[Information shown]

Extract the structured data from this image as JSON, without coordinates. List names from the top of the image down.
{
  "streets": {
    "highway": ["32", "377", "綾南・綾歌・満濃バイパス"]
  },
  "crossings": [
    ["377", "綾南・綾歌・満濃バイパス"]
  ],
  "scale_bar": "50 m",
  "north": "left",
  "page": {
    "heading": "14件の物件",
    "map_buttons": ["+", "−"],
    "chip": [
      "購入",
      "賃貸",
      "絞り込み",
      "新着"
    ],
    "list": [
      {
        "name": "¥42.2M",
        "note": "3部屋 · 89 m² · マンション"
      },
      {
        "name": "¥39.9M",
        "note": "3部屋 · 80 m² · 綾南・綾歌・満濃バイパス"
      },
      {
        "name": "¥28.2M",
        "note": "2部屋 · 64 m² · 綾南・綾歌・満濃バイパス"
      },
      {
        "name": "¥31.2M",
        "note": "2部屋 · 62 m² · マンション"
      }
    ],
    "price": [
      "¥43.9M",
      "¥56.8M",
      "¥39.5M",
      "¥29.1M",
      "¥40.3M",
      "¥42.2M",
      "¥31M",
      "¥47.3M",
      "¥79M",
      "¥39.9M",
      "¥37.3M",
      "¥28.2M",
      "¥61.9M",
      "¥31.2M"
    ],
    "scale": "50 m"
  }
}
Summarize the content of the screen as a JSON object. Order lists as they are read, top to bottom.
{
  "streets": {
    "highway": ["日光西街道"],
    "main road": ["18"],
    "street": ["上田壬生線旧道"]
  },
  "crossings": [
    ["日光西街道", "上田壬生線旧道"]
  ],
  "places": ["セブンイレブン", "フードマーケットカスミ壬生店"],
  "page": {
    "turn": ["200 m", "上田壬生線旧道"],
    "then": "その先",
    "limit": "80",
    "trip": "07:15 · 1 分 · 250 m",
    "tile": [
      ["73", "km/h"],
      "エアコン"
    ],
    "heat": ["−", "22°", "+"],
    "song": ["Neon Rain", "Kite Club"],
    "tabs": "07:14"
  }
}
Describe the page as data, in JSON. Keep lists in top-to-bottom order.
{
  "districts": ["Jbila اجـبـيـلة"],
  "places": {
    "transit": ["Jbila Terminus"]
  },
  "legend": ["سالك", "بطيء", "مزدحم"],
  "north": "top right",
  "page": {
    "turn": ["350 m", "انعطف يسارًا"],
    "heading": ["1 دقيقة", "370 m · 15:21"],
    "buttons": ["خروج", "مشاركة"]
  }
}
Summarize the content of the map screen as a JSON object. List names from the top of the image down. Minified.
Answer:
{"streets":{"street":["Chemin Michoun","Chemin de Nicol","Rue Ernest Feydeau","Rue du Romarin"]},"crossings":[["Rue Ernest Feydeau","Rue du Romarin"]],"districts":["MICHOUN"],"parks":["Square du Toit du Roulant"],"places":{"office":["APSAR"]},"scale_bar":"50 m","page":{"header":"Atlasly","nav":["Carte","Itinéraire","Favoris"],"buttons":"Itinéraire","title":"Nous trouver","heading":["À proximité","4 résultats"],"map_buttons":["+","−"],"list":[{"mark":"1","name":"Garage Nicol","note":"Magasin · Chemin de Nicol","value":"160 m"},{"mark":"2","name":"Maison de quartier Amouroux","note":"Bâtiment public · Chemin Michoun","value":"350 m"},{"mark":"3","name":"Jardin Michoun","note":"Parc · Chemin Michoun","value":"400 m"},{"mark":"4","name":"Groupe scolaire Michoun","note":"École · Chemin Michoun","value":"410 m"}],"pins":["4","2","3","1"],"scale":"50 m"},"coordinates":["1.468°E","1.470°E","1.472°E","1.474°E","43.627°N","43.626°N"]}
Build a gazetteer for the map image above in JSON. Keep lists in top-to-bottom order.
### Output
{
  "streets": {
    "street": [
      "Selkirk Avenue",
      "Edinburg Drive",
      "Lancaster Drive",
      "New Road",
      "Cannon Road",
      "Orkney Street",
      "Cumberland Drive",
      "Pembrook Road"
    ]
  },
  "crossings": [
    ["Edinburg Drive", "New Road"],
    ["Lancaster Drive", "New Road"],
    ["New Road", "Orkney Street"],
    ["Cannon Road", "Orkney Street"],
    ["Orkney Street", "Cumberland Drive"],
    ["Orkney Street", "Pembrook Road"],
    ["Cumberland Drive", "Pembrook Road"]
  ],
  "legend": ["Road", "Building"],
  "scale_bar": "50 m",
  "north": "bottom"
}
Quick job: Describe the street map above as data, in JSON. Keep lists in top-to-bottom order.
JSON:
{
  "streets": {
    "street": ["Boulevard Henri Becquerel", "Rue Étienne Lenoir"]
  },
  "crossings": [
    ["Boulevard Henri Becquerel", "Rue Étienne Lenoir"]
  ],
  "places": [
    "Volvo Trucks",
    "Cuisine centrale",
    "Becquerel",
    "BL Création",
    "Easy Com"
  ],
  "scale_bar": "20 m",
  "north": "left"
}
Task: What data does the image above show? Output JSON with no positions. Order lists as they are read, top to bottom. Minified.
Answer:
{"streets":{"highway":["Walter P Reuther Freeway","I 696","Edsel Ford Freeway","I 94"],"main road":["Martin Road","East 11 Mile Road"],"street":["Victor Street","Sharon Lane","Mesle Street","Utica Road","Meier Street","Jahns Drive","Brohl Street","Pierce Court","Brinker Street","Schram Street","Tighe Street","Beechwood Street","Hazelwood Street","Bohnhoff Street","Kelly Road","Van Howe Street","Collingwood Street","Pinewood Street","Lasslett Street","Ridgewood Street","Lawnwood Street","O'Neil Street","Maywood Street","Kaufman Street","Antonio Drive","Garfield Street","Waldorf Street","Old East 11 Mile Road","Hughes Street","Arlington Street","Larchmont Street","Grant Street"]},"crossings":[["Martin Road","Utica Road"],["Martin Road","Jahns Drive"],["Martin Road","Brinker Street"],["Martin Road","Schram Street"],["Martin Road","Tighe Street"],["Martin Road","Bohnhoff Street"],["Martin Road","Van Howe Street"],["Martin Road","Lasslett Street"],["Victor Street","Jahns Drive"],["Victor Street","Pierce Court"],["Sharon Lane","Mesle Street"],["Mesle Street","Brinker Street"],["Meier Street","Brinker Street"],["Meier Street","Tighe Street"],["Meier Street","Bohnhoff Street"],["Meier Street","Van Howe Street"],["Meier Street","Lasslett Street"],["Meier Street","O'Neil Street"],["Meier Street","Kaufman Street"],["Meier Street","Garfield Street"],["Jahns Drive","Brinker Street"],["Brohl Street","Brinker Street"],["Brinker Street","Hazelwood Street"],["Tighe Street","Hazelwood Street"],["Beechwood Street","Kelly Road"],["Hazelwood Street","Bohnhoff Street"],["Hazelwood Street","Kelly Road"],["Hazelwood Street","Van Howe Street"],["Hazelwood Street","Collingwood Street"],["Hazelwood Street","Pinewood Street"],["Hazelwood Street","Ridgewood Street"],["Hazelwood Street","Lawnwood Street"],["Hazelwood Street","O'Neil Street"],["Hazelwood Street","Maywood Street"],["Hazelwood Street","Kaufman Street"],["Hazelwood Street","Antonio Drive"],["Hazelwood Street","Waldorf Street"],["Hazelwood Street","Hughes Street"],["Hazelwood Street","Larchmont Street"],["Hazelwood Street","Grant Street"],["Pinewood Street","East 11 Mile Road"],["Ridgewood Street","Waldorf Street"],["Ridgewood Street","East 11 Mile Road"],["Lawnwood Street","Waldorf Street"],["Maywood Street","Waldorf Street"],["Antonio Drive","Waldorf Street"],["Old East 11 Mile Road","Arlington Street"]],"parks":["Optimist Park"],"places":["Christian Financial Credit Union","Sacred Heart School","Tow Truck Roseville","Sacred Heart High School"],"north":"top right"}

[/Information shown]

• _What to do_: Above are some records; copy exactly the lines from the one with "Quick job: Describe" through the one with "Task: What data", both included, and no others.

• _Task result_:
Quick job: Describe the street map above as data, in JSON. Keep lists in top-to-bottom order.
JSON:
{
  "streets": {
    "street": ["Boulevard Henri Becquerel", "Rue Étienne Lenoir"]
  },
  "crossings": [
    ["Boulevard Henri Becquerel", "Rue Étienne Lenoir"]
  ],
  "places": [
    "Volvo Trucks",
    "Cuisine centrale",
    "Becquerel",
    "BL Création",
    "Easy Com"
  ],
  "scale_bar": "20 m",
  "north": "left"
}
Task: What data does the image above show? Output JSON with no positions. Order lists as they are read, top to bottom. Minified.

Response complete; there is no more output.